Particle Swarm Optimization Code

Discussion of chess software programming and technical issues.

Moderators: hgm, Rebel, chrisw

User avatar
emadsen
Posts: 434
Joined: Thu Apr 26, 2012 1:51 am
Location: Oak Park, IL, USA
Full name: Erik Madsen

Particle Swarm Optimization Code

Post by emadsen »

For anyone interested, I posted on my website the C# code I wrote that implements a multi-threaded particle swarm optimizer. See MadChess 3.0 Beta Build 75 (Eval Param Tuning). I find the idea rather straight-forward and easy to understand. Each iteration a particle's velocity is influenced by inertia and is a) drawn toward their individual best location and b) their swarm's best location and c) the global best location. The magnitude of each vector (a, b, and c) is randomized so the particles jitter in parameter-space.
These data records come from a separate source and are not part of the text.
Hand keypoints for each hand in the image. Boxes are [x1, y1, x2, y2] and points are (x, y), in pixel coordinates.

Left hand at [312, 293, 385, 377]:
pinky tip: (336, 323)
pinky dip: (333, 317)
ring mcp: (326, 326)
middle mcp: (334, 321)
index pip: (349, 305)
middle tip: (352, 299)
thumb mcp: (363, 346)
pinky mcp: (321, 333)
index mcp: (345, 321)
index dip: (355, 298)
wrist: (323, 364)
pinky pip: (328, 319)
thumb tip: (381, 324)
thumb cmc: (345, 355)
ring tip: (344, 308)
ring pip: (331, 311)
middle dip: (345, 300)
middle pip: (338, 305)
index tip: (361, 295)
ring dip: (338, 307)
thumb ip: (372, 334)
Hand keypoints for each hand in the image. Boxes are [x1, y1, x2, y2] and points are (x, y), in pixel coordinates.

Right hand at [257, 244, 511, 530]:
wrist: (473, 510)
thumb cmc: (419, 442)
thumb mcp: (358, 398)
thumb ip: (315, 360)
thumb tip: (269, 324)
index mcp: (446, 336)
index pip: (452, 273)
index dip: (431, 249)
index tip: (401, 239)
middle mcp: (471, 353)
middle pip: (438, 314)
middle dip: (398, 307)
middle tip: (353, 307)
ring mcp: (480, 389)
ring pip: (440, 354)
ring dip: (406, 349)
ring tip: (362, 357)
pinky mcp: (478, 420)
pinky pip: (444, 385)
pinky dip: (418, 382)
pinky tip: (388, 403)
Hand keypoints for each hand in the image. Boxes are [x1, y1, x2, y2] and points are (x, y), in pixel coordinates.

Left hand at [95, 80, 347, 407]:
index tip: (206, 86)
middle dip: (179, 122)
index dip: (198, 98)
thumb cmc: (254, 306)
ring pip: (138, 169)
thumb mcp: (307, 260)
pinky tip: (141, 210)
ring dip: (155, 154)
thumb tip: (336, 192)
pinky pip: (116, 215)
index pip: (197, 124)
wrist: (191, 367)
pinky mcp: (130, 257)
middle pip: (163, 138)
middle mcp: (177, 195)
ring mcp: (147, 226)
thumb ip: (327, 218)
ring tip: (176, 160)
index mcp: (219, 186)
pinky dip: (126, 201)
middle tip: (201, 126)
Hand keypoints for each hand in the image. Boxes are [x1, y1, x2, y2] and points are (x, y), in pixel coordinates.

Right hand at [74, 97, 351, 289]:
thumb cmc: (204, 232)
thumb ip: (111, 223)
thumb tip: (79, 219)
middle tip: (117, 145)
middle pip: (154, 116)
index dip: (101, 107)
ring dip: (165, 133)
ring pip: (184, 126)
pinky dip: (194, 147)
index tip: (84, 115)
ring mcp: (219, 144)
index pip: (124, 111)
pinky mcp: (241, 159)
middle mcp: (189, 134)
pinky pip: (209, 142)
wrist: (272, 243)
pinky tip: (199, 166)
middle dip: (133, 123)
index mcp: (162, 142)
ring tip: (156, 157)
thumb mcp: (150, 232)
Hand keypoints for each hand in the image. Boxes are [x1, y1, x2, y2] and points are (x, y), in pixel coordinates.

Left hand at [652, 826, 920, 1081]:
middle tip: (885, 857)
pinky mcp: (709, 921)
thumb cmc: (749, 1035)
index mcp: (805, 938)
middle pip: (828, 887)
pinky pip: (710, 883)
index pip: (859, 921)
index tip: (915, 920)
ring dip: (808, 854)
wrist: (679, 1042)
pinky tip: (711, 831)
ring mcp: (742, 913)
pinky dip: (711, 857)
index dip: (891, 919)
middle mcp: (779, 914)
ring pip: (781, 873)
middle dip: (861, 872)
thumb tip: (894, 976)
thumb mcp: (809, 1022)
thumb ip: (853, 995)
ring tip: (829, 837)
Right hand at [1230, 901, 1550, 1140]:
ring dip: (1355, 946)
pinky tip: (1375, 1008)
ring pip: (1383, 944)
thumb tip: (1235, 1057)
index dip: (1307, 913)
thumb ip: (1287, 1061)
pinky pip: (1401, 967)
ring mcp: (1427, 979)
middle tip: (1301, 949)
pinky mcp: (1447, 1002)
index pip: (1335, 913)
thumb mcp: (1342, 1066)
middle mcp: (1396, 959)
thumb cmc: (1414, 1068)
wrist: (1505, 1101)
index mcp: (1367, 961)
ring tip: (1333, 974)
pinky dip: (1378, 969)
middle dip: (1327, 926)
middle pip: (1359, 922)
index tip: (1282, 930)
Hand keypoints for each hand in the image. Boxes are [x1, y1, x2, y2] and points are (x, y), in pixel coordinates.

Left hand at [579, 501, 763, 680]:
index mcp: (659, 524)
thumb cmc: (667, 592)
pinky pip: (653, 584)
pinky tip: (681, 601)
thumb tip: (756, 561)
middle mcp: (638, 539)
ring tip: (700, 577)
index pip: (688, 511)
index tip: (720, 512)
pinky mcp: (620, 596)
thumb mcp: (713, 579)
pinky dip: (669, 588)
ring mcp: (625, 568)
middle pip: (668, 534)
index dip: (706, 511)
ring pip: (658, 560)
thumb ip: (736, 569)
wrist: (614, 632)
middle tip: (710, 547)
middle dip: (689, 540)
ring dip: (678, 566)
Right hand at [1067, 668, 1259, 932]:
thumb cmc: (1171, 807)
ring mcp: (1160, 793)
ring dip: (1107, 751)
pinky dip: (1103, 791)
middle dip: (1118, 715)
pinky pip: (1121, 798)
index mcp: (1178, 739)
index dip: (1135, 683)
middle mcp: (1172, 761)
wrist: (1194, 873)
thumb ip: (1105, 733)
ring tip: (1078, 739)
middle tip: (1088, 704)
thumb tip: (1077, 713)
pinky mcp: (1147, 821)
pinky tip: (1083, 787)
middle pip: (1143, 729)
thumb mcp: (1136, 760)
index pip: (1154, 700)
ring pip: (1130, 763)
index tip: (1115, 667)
Has anyone else used PSO to minimize evaluation error? If not, what algorithm(s) have you used? Did you write the code yourself or did you write an evaluation error cost function and plug it into a third-party optimization library? Just curious what others have done.
My C# chess engine: https://www.madchess.net
jdart
Posts: 4366
Joined: Fri Mar 10, 2006 5:23 am
Location: http://www.arasanchess.org

Re: Particle Swarm Optimization Code

Post by jdart »

For machine learning, the standard algorithm is Stochastic Gradient descent (SGD).

I use a so-called batch gradient descent algorithm called ADAM (https://arxiv.org/pdf/1412.6980.pdf).

These methods can tune parameters to find the minimum error over very large data sets of training examples. For this use case the function that you are minimizing is a sum of errors over the training set. So it is a sum of an error measure based on the evaluation function for chess, or the result of search, over possibly millions of training examples. For this you need a method that converges with relatively few evaluations of this overall error measure. (SGD "cheats" by evaluating only a sample of the training examples in each iteration).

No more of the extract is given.